**TASK DESCRIPTION**
Among the lines of the data, copy those that hold "pixel".

**MATERIAL FOR THIS EXERCISE**
-------

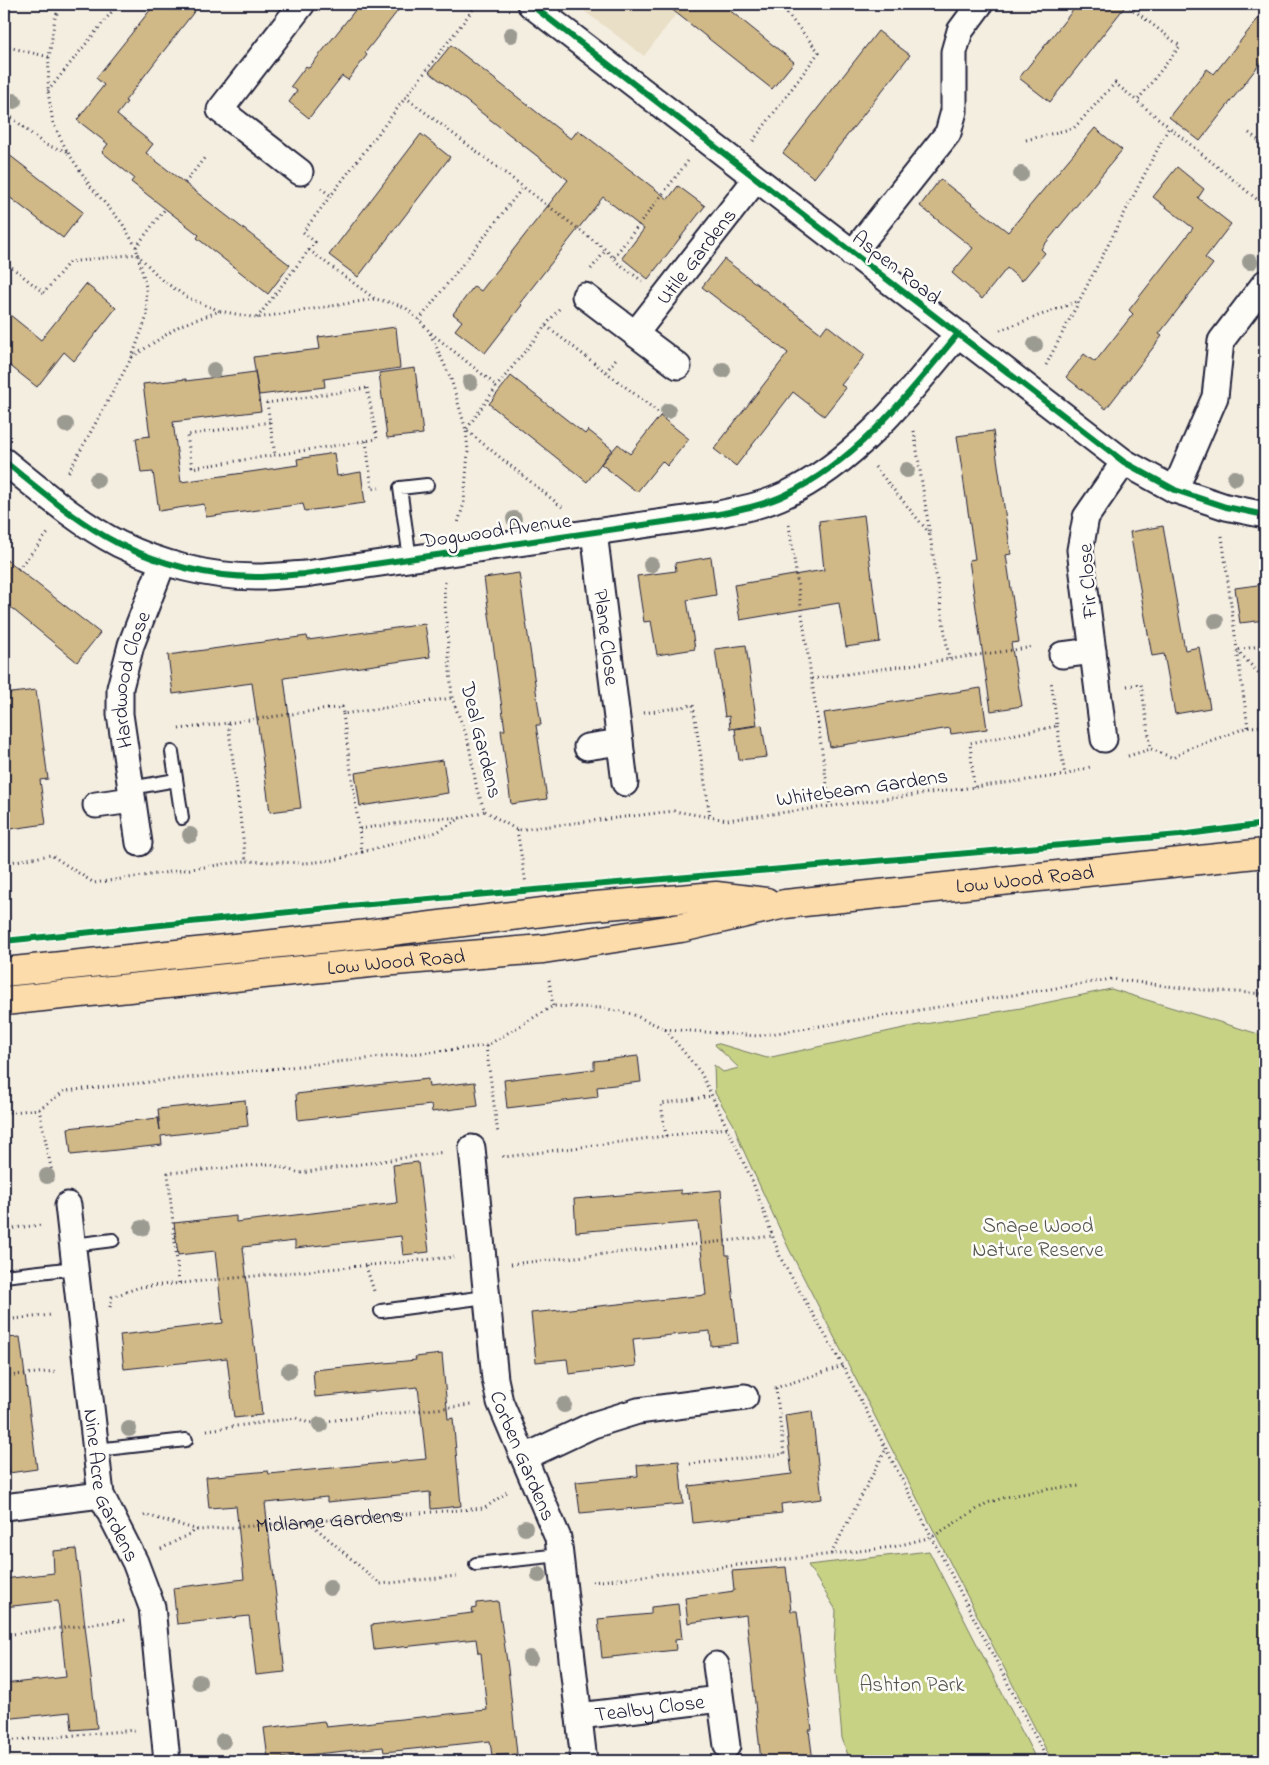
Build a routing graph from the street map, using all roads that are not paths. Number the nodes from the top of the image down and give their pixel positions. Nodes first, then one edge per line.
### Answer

-------

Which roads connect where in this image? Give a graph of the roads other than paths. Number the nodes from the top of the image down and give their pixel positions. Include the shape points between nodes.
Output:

-------

**SOLUTION BELOW**
Build a routing graph from the street map, using all roads that are not paths. Number the nodes from the top of the image down and give their pixel positions. Nodes first, then one edge per line.
Which roads connect where in this image? Give a graph of the roads other than paths. Number the nodes from the top of the image down and give their pixel positions. Include the shape points between nodes.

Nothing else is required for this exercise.